Since we are talking about monetary distortion, the most palpable reflection of the ambivalence of such a fictional* currency as the CUC is the capricious difference in values that it acquires in its popular usage, depending on whether it is whole or fractional currency. In the informal market, the fractional currency – that is coins – loses value.

Mysteriously, there seems to be an unwritten law where the use of coins in CUC currency places it in the informal market at an equivalence of only 20 pesos in CUP

This aberration manifests itself in every informal transaction, for example, in what the passenger of a private sector taxi pays for the service: if the trip costs 10 Cuban pesos (CUP) and the passenger pays with a CUC, he will probably get 14 CUP in change, the equivalent of the CUC at a rate of 24 CUP, which is the same value one finds in the Cadecas.

However, if that same passenger pays for the service with coins in CUC currency (say, 50 cents), the norm is that he won’t get any change back, though the driver is supposed to give back 2 CUP. Mysteriously, there appears to be an unwritten law where the use of coins in CUC currency places it in the informal market at an equivalent of only 20 pesos CUP.

The same thing happens if a one peso CUP purchase is made (informally, 5 cents CUC), as in the case of a plastic bag or newspaper bought from street vendors, usually elderly retirees looking to increase their meager income in this way.

Another notorious issue that is mentioned is the high prices of store products, which become more evident when the payment is in CUP. Obviously, the use of the CUP in the commercial and service networks highlights the enormous inflation that has been enthroned in Cuba which is masked, somehow, when the sale is transacted only in CUC.

It does not cause the same psychological effect to buy a bag of powdered milk at 5.65 pesos CUC as it does to pay 141.25 pesos CUP, which is 35.3% of the average Cuban monthly salary (400 pesos CUP). In addition, there is talk of “high prices” in Cuba when we should be discussing the devaluation of the CUP currency and workers low wages, which depress the consumption capacity of the average Cuban to a minimum.

We shouldn’t overlook the efforts of those who, from the dictatorship’s monopoly of the press, strive to pull the monkey’s chain, even if they continue to fear him

Other many collateral points of the report deserve to be mentioned, such as the refusal of most commercial establishments to offer statements to the official press — a formidable obstacle that constitutes the daily bread of the independent press trying to question officials, official institutions, or to cover supposedly public events — and the reporters’ allusion to the informative, cultural, social and civic role that they must fulfill.
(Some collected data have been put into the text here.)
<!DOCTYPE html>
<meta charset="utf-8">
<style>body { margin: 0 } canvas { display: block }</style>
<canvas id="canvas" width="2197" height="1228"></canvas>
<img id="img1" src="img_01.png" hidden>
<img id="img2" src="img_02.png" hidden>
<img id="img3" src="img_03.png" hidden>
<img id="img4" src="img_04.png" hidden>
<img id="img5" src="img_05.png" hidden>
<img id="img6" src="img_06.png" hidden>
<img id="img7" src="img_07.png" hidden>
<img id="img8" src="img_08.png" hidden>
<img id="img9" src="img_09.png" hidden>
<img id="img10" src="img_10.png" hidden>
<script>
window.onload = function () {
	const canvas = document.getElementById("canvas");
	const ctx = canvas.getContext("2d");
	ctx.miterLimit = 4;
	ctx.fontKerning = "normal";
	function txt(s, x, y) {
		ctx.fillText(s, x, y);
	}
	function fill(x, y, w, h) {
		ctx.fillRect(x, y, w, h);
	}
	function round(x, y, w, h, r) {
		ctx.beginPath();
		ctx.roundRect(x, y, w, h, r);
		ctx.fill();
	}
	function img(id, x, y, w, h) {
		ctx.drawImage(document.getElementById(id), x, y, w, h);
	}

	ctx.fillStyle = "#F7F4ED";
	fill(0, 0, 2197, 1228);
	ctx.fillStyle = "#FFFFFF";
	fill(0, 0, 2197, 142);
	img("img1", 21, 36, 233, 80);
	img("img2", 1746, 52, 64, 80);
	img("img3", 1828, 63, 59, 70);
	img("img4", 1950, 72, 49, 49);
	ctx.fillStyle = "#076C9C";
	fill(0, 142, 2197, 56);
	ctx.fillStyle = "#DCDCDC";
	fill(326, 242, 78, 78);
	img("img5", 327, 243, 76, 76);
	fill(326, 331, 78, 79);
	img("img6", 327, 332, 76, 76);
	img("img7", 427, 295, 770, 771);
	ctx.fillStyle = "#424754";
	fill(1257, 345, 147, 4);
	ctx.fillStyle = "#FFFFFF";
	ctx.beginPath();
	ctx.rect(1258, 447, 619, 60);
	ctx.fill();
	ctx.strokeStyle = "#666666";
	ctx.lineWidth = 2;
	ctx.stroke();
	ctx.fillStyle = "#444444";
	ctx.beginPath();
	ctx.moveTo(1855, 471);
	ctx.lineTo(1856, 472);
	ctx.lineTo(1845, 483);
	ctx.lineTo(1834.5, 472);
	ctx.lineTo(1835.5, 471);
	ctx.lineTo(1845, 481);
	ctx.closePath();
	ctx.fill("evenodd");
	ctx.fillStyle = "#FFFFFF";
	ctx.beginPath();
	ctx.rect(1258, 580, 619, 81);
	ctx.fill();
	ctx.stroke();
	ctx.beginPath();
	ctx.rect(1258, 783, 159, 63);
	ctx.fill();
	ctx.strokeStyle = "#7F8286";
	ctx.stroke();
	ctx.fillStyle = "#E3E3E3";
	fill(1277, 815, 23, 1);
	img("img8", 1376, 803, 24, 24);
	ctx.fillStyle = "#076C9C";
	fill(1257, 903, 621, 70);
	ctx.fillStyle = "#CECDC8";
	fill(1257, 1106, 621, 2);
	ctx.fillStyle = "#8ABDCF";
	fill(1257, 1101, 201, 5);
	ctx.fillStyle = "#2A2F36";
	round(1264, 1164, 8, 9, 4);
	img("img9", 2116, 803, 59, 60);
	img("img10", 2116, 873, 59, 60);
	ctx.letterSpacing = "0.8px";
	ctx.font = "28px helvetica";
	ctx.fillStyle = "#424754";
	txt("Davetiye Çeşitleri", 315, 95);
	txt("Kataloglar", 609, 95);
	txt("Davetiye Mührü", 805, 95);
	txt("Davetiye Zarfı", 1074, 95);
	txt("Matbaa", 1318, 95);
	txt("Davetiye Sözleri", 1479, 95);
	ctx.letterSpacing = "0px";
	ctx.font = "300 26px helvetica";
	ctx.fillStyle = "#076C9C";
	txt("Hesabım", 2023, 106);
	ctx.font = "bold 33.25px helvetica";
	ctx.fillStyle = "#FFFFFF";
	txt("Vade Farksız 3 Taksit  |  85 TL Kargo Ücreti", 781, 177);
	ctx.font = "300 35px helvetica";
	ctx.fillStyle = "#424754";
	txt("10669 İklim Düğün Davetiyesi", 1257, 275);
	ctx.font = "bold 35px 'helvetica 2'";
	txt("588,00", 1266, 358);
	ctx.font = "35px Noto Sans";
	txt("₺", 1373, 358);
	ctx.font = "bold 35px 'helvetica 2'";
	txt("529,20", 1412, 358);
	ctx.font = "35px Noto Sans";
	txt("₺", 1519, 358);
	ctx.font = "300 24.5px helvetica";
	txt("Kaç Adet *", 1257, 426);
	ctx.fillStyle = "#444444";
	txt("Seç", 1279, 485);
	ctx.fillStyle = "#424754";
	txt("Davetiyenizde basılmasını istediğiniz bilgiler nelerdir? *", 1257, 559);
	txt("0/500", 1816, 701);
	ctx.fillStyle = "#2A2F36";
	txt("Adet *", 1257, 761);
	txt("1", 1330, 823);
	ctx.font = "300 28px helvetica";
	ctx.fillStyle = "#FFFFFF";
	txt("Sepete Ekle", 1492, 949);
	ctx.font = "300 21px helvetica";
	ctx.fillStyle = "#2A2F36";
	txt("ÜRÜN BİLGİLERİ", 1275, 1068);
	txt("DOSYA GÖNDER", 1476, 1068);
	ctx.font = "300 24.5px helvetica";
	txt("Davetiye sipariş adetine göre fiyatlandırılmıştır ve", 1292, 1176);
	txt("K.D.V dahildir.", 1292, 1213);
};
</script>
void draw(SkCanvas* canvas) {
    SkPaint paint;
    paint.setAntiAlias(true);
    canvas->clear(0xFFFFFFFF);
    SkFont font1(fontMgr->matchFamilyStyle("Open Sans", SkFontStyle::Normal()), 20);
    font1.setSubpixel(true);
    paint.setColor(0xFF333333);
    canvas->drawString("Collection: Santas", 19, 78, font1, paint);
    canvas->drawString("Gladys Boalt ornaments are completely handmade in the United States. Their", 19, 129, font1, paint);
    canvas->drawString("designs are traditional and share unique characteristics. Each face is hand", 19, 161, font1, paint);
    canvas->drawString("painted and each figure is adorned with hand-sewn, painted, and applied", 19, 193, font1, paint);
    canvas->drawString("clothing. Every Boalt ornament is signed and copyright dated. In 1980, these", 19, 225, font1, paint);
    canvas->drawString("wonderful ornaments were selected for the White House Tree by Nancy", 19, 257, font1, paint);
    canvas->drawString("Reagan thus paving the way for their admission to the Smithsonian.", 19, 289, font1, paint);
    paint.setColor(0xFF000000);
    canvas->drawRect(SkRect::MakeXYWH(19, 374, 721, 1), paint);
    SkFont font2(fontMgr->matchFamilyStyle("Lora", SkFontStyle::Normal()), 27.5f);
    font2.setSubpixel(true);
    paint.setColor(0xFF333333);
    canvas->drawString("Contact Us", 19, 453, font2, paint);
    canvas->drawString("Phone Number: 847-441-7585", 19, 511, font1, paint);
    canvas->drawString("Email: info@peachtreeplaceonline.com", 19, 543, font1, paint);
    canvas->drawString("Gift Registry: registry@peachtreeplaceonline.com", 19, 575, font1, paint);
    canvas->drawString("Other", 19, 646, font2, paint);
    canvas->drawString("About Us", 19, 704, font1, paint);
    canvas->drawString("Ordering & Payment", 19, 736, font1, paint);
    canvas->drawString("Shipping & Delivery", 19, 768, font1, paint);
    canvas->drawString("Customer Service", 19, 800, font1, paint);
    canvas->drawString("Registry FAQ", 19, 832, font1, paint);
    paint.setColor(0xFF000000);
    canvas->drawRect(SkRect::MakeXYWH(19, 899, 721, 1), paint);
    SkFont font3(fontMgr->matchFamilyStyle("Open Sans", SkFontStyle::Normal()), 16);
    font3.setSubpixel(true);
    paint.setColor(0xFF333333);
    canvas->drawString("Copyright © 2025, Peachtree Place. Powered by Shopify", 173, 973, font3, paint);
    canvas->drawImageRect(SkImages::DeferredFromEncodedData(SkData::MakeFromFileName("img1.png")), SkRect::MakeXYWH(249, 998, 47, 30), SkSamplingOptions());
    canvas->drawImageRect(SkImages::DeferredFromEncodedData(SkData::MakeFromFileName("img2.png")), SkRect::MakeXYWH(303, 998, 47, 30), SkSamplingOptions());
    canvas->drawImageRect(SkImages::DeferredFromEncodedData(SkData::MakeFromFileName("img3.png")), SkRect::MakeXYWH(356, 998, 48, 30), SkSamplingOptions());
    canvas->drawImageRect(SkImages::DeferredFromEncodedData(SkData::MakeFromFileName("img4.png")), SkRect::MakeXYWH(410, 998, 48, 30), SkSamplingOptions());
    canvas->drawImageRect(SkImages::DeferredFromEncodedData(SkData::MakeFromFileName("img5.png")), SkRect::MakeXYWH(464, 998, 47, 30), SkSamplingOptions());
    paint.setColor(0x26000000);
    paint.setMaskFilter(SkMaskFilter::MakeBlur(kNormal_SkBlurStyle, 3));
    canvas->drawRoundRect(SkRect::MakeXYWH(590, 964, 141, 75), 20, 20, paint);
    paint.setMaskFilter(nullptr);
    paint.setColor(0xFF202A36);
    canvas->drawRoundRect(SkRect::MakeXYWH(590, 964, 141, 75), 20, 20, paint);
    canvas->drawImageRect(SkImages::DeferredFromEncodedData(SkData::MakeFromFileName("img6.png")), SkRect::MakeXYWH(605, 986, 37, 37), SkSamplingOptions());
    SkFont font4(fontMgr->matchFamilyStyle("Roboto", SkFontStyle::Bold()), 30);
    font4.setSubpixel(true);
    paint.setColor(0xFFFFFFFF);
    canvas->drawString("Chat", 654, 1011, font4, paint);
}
But it is not possible to cover in one article the extent of the debates these subjects deserve.

Despite everything, with its successes and evasions, the article in Juventud Rebelde gets credit for uncovering at least the tip of the iceberg of some of the most serious wrongs that the Cuban economy exhibits, and implicitly points to the urgent need to put an end to the dual currency system, a thorny question that – inexplicably — was not on the agenda at last December’s National Assembly sessions.

None of the problems nor their solutions were there. The villain remains hidden behind an army of scapegoats and small-time officials. We shouldn’t overlook the efforts of those who, from the dictatorship’s monopoly of the press, strive to pull the monkey’s chain**, even if they continue to fear him.

Translated by Norma Whiting

Translator’s notes:
* Despite its name, Cuban Convertible peso, the CUC can only be exchanged for foreign currencies within Cuba, and in fact it is illegal to take Cuban currency out of the country.
** A common expression in Cuba – referencing ordinary people’s relationship to power – is “You can play with the chain but not the monkey.”